Still from ENCODE: The Story of You
Our next science animation had a very different brief. The client, EUMETSAT, wanted us to make a cartoon that explained how to monitor the weather from space, aimed at 12 to 16 year olds. Although the script had no room for jokes, EUMETSAT was keen for us to make the visuals in our trademark style, most notable for Dan’s wonderful character facial expressions. The resulting short was, I think, some of our most charming and accessible work.
Still from EUMETSAT: How Do We Monitor The Weather From Space?
Until now. It's here that the Venn diagram of "Tracy King makes science animations" and "Chris and Evan Hadfield are science educators" intersects.

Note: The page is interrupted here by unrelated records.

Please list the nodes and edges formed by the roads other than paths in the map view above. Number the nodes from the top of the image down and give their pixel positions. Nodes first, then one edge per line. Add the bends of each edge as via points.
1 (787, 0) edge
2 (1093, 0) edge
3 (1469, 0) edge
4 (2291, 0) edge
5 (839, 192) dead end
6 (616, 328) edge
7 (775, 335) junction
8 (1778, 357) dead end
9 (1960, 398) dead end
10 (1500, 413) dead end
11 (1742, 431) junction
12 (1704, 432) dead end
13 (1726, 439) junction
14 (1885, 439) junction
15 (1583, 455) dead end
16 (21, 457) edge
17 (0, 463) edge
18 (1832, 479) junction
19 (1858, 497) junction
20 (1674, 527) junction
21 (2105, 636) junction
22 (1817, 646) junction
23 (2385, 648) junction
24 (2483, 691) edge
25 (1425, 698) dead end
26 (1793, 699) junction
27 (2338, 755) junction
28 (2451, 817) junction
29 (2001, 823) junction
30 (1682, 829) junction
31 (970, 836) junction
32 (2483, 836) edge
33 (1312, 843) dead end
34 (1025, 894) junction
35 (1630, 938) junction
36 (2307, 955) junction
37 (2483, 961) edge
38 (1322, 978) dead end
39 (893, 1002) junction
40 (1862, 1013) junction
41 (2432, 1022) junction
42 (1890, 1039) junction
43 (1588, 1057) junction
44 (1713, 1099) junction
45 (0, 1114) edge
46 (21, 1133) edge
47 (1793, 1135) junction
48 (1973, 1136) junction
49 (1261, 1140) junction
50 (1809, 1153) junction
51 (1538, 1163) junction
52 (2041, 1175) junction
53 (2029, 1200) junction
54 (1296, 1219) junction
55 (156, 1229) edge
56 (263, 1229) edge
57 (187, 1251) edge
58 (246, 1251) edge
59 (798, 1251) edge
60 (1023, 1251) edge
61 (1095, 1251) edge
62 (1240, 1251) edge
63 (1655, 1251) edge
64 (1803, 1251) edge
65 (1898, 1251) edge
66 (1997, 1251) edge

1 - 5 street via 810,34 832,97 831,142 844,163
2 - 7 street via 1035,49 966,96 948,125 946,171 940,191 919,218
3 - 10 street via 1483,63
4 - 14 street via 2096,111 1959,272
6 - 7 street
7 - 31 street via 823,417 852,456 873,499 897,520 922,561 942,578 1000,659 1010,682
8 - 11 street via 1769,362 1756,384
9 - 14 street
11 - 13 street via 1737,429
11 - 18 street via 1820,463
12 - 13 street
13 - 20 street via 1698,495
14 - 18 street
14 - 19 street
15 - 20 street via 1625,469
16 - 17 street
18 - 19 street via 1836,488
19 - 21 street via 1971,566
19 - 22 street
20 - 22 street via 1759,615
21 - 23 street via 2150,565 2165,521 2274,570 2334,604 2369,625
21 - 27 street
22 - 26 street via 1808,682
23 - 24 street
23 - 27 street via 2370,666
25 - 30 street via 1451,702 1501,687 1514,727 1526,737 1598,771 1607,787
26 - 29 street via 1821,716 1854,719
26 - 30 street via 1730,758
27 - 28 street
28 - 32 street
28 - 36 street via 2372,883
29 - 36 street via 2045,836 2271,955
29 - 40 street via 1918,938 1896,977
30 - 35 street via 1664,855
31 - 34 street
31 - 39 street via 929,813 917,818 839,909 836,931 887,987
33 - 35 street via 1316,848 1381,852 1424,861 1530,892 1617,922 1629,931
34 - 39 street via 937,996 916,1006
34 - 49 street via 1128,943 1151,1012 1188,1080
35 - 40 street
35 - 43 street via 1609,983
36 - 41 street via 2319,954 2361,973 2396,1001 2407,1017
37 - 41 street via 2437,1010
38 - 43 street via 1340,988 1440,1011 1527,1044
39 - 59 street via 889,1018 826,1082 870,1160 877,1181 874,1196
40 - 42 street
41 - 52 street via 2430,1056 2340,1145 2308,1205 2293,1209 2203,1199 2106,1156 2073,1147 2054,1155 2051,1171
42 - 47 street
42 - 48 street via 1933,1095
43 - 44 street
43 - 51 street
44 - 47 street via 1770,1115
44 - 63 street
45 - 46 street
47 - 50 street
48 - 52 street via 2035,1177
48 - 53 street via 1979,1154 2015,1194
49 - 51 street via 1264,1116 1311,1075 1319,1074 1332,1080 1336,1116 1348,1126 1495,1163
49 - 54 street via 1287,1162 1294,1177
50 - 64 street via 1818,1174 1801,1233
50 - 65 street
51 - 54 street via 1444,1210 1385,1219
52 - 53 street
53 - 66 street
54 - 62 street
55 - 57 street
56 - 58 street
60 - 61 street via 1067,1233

In early 2015, Commander Hadfield tweeted a request for animators for a new YouTube science series to be written and produced by Evan. I responded, and one lengthy pitch later, a new partnership was born. Dan and I set to work bringing the beloved (and possibly sacred) astronaut to life as a cartoon character while Evan wrote some incredibly funny, wonderfully educational scripts.
To turn everyone's favourite Canadian (sorry, Bieber) into an animated character should have been daunting, but his face and demeanour lends itself naturally to caricature. Also, Chris Hadfield has a big famous moustache. We studied Chris’s YouTube videos and over the course of a week developed our version of him. The series, called It’s Not Rocket Science, will see our hero (complete with sidekick pug) explain various important concepts, from vaccines to climate change to evolution, from the confines of his own personal space pod.
Episode one of It's Not Rocket Science launches later this year. In the meantime there's a Patreon here if you want to support us and get access to exclusive behind-the-scenes stuff, your own custom avatar, and even signed Chris Hadfield books.
This is a dream science animation project. If we can achieve even a fraction of the charm and longevity of the vintage science cartoons we love, we'll have done a good thing, and maybe even live to tell another tale.